What the exercise asks - Reproduce the data below in full. Nothing should differ from the original.

Recorded information -
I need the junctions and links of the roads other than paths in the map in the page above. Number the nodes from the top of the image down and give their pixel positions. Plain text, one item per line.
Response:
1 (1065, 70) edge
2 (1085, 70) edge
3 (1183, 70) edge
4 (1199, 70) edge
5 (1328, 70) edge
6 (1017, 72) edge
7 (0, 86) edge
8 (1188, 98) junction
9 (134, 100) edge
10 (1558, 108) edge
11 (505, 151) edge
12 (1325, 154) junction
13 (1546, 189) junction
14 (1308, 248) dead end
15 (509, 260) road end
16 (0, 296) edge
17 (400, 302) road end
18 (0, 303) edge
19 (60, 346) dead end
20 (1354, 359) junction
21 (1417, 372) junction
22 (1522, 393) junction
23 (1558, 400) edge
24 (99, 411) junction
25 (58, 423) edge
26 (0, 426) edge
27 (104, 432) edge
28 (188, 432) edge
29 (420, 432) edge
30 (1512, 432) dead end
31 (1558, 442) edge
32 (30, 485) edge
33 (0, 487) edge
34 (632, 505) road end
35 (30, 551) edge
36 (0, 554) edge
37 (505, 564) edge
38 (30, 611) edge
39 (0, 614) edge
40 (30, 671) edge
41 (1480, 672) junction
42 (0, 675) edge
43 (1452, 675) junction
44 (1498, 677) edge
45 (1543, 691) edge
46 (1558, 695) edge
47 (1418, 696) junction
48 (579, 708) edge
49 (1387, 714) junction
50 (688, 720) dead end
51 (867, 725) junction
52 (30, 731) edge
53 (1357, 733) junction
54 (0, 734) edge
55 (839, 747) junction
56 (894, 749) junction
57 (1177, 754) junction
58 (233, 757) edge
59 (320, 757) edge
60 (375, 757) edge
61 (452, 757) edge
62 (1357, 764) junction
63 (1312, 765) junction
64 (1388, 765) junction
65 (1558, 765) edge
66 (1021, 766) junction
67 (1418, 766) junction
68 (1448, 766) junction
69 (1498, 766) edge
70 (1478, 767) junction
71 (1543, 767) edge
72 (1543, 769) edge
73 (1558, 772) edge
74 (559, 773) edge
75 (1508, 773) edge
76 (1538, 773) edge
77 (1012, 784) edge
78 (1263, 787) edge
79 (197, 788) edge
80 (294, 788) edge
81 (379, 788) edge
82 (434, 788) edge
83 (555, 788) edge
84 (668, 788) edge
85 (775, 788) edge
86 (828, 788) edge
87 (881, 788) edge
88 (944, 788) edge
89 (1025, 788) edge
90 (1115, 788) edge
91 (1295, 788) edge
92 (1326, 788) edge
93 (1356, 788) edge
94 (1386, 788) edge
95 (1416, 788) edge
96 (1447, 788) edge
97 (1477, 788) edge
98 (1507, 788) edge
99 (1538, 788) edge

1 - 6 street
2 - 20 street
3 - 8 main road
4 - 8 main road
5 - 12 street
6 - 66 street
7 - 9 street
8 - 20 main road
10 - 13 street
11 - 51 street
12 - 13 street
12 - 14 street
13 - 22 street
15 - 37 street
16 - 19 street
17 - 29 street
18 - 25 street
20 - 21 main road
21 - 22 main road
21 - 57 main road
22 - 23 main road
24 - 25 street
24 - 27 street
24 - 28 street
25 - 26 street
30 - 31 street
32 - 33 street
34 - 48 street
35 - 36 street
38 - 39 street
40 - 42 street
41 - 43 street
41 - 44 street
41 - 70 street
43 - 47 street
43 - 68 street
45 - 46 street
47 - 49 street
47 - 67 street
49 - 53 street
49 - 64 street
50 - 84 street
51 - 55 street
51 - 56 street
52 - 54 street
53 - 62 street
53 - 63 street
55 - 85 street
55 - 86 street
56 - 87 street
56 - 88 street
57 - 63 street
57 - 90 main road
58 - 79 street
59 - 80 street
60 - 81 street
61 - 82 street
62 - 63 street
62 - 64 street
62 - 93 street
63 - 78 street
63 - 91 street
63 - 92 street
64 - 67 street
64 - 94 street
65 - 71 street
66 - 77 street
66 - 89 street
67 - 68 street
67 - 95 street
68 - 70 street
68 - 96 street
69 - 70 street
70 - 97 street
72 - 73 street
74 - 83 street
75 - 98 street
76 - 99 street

Task response -
I need the junctions and links of the roads other than paths in the map in the page above. Number the nodes from the top of the image down and give their pixel positions. Plain text, one item per line.
Response:
1 (1065, 70) edge
2 (1085, 70) edge
3 (1183, 70) edge
4 (1199, 70) edge
5 (1328, 70) edge
6 (1017, 72) edge
7 (0, 86) edge
8 (1188, 98) junction
9 (134, 100) edge
10 (1558, 108) edge
11 (505, 151) edge
12 (1325, 154) junction
13 (1546, 189) junction
14 (1308, 248) dead end
15 (509, 260) road end
16 (0, 296) edge
17 (400, 302) road end
18 (0, 303) edge
19 (60, 346) dead end
20 (1354, 359) junction
21 (1417, 372) junction
22 (1522, 393) junction
23 (1558, 400) edge
24 (99, 411) junction
25 (58, 423) edge
26 (0, 426) edge
27 (104, 432) edge
28 (188, 432) edge
29 (420, 432) edge
30 (1512, 432) dead end
31 (1558, 442) edge
32 (30, 485) edge
33 (0, 487) edge
34 (632, 505) road end
35 (30, 551) edge
36 (0, 554) edge
37 (505, 564) edge
38 (30, 611) edge
39 (0, 614) edge
40 (30, 671) edge
41 (1480, 672) junction
42 (0, 675) edge
43 (1452, 675) junction
44 (1498, 677) edge
45 (1543, 691) edge
46 (1558, 695) edge
47 (1418, 696) junction
48 (579, 708) edge
49 (1387, 714) junction
50 (688, 720) dead end
51 (867, 725) junction
52 (30, 731) edge
53 (1357, 733) junction
54 (0, 734) edge
55 (839, 747) junction
56 (894, 749) junction
57 (1177, 754) junction
58 (233, 757) edge
59 (320, 757) edge
60 (375, 757) edge
61 (452, 757) edge
62 (1357, 764) junction
63 (1312, 765) junction
64 (1388, 765) junction
65 (1558, 765) edge
66 (1021, 766) junction
67 (1418, 766) junction
68 (1448, 766) junction
69 (1498, 766) edge
70 (1478, 767) junction
71 (1543, 767) edge
72 (1543, 769) edge
73 (1558, 772) edge
74 (559, 773) edge
75 (1508, 773) edge
76 (1538, 773) edge
77 (1012, 784) edge
78 (1263, 787) edge
79 (197, 788) edge
80 (294, 788) edge
81 (379, 788) edge
82 (434, 788) edge
83 (555, 788) edge
84 (668, 788) edge
85 (775, 788) edge
86 (828, 788) edge
87 (881, 788) edge
88 (944, 788) edge
89 (1025, 788) edge
90 (1115, 788) edge
91 (1295, 788) edge
92 (1326, 788) edge
93 (1356, 788) edge
94 (1386, 788) edge
95 (1416, 788) edge
96 (1447, 788) edge
97 (1477, 788) edge
98 (1507, 788) edge
99 (1538, 788) edge

1 - 6 street
2 - 20 street
3 - 8 main road
4 - 8 main road
5 - 12 street
6 - 66 street
7 - 9 street
8 - 20 main road
10 - 13 street
11 - 51 street
12 - 13 street
12 - 14 street
13 - 22 street
15 - 37 street
16 - 19 street
17 - 29 street
18 - 25 street
20 - 21 main road
21 - 22 main road
21 - 57 main road
22 - 23 main road
24 - 25 street
24 - 27 street
24 - 28 street
25 - 26 street
30 - 31 street
32 - 33 street
34 - 48 street
35 - 36 street
38 - 39 street
40 - 42 street
41 - 43 street
41 - 44 street
41 - 70 street
43 - 47 street
43 - 68 street
45 - 46 street
47 - 49 street
47 - 67 street
49 - 53 street
49 - 64 street
50 - 84 street
51 - 55 street
51 - 56 street
52 - 54 street
53 - 62 street
53 - 63 street
55 - 85 street
55 - 86 street
56 - 87 street
56 - 88 street
57 - 63 street
57 - 90 main road
58 - 79 street
59 - 80 street
60 - 81 street
61 - 82 street
62 - 63 street
62 - 64 street
62 - 93 street
63 - 78 street
63 - 91 street
63 - 92 street
64 - 67 street
64 - 94 street
65 - 71 street
66 - 77 street
66 - 89 street
67 - 68 street
67 - 95 street
68 - 70 street
68 - 96 street
69 - 70 street
70 - 97 street
72 - 73 street
74 - 83 street
75 - 98 street
76 - 99 street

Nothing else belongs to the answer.